–
…avec des masques, poursuit-il alors que je viens de reprendre le
fil de sa conversation. Mais ils ont toujours des masques. Les
gouvernements vont peut-être demander le rapatriement de tous leurs
ressortissants ?
–
Xavier ?
–
Oui ?
–
Chut. Tu m’ennuies, là.
–
Ah, pardon.
Il se
tait, je me dis que j’aime sa voix, mais je préfère tout de même
quand il ne parle pas. Il n'y a rien de meilleur que le silence.
*
Yoann
est essoufflé. Sabrina trottine devant, elle prend un malin plaisir
à le fatiguer. Elle est douée en course à pied. Petite, elle
gagnait tous les cross au collège. Elle a terminé première en
course académique. Elle s’en souvient, c’était à Privas. Sa
médaille avait trôné fièrement sur son étagère durant de
longues années, jusqu’à ce qu’elle décide que les garçons
étaient plus intéressants que le sport. Qu’il n’y avait aucune
gloire à tirer des exploits sportifs.
Elle
s’est remise à courir après la naissance de Louise.

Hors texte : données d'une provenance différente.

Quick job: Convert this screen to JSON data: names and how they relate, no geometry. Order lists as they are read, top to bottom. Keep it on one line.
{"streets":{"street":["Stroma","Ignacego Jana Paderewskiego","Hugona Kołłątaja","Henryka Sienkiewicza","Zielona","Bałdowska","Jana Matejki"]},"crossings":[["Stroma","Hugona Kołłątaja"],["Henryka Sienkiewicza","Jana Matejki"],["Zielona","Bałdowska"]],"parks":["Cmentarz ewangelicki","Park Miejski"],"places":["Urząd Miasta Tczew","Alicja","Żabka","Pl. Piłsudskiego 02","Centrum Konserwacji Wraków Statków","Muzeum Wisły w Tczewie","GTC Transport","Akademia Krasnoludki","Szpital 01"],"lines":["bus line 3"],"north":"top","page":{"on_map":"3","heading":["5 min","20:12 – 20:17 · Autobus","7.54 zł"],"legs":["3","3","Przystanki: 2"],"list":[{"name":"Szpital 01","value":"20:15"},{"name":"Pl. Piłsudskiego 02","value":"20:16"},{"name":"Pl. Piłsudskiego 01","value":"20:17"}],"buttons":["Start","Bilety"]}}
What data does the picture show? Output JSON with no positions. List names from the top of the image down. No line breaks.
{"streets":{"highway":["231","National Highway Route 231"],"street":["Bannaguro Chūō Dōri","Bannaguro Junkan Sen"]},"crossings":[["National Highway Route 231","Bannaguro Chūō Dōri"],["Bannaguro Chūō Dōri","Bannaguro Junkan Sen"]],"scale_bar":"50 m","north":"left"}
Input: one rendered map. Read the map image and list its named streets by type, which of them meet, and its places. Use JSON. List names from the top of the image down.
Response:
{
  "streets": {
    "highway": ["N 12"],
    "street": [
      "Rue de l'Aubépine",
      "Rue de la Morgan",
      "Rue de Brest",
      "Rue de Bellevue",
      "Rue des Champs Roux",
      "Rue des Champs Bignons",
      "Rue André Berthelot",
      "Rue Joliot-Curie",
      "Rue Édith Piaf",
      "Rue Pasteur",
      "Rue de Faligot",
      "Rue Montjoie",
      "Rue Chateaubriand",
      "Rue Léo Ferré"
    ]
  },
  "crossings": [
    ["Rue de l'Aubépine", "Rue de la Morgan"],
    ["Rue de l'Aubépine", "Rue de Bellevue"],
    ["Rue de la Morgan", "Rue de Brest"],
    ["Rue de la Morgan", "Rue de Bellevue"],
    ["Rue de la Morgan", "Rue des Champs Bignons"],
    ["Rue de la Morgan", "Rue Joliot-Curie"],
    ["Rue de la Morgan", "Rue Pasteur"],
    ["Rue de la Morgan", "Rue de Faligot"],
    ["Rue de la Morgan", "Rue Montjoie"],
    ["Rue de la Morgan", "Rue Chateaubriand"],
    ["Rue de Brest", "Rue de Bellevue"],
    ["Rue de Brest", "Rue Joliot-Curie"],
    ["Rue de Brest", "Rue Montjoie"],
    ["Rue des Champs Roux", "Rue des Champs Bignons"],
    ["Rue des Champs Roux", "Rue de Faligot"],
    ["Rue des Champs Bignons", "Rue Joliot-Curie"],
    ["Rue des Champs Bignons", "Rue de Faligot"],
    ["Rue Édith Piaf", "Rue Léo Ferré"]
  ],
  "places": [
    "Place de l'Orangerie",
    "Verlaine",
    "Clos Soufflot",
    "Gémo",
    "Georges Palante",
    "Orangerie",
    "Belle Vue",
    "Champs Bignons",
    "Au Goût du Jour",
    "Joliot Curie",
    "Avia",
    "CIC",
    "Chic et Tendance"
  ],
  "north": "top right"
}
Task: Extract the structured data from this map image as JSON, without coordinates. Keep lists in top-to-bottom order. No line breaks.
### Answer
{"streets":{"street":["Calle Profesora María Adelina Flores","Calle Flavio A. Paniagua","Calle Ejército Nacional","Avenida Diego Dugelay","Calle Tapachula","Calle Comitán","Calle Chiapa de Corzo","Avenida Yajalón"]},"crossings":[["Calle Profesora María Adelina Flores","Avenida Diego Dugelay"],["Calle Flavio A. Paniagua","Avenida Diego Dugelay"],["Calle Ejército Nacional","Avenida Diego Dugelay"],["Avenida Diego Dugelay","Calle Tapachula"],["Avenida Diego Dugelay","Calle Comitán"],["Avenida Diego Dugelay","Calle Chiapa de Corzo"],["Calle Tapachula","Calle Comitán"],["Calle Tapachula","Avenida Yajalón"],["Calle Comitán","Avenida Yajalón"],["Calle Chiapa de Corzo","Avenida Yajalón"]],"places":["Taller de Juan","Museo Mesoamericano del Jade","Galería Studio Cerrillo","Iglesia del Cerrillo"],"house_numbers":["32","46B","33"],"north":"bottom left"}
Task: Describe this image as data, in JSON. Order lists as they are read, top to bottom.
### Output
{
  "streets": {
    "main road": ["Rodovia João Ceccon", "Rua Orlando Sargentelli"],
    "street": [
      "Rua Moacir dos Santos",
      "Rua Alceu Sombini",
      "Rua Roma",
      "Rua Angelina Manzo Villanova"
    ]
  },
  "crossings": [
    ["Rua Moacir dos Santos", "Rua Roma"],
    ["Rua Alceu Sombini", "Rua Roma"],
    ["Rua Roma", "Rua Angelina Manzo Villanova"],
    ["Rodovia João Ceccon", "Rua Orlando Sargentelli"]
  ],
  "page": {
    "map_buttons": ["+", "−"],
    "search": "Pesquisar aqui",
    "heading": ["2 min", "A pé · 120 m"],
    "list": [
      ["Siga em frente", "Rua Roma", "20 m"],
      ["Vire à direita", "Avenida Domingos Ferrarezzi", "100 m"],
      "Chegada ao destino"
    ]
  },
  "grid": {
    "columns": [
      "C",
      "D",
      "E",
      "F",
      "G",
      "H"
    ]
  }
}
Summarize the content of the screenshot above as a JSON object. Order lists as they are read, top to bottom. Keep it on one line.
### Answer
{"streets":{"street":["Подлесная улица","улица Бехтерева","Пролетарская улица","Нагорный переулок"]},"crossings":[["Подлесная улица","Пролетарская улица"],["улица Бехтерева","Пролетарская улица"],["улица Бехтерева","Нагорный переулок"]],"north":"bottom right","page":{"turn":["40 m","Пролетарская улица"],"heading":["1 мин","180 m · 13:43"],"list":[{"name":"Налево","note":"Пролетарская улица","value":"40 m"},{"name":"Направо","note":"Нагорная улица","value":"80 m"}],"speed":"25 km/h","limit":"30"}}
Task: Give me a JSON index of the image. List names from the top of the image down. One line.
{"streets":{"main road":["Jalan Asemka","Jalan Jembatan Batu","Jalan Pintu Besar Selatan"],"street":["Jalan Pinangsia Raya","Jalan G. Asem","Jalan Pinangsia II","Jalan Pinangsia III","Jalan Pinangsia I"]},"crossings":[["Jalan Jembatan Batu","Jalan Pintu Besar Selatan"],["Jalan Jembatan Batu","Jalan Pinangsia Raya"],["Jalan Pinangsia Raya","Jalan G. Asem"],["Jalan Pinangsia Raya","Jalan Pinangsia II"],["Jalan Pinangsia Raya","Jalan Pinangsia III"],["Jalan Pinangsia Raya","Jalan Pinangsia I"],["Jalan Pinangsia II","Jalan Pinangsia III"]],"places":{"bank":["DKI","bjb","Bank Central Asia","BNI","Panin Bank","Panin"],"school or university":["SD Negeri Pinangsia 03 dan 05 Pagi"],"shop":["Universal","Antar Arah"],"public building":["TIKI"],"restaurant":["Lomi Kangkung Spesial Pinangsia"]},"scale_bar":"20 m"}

Un besoin oppressant, sûrement lié au fait de s’être dit qu’ils
s’arrêteraient à trois enfants. Trois filles, c’était très
bien, tant pis s’il n’y avait pas d’un petit garçon dans la
fratrie. Elle y va chaque soir, le midi de temps en temps,
lors de la pause déjeuner. Sa première sortie a été un véritable
calvaire. Comme si elle avait redécouvert les fonctions de ses
muscles du bas du corps. Au bout de dix minutes, elle pensait avoir
fait une heure, elle tirait la langue, elle était en nage, cherchant
son souffle. Elle se sentait maladroite, avec ses grandes jambes. Et
comment oublier le lendemain ? Elle n’avait jamais eu de
telles courbatures, elle jurait à chaque marche, en descendant les
escaliers. Douleurs aux quadriceps, aux mollets, aux adducteurs, aux
abducteurs, aux ischios jambiers… La totale.
Il
lui a fallu une semaine avant de remettre une paire de baskets. Et
puis, lentement, le corps s’est habitué. Elle est passée à deux
séances hebdomadaires, puis trois. Aujourd’hui, elle se laisse le
dimanche de repos. L’hiver, elle va courir avec une frontale. Au
départ, c'était sur la route, uniquement. Mais elle a rapidement
trouvé ça monotone. Le goudron, les voitures, les lignes droites...
Elle a acheté une carte du coin, regardé les itinéraires sur
chemins, a fait fonctionner son réseau de copines,
Pour
le printemps, elle s'est fixé un objectif. Autant se mettre un vrai
challenge. Elle a épluché les pages sur les trails, elle avait
entendu parler de l'UTMB, le trail le plus renommé au monde, mais
elle a abandonné l'idée. L'inscription est compliquée, il y a un
système de point, et puis un tirage au sort. De toute façon, il
faut s'y prendre plus d'un an à l'avance, c'est bien trop compliqué.
Sur le moteur de recherche, elle a tapé « les plus beaux
trails de France ». Elle a été surprise, parce que beaucoup
de trails renommés affichent complet peu après avoir mis en ligne
les inscriptions. Mais elle en a trouvé un, au pied du plateau des
Glières. Elle connaît le site de nom, la résistance, le plateau
qui a survécu à l'occupation. L'image d'une grande guerre faisant
bien trop de morts, mais au dénouement heureux quand même. Elle a
lu un article qui l'a fait sourire, écrit par un type dont elle a
oublié le nom, mais dont elle se souvient que le patronyme était
celui d'une grotte, oui, c'est ça, Lascaux. Et puis un diminutif à
trois lettres, Ben, de Benjamin, certainement. Benjamin Lascaux.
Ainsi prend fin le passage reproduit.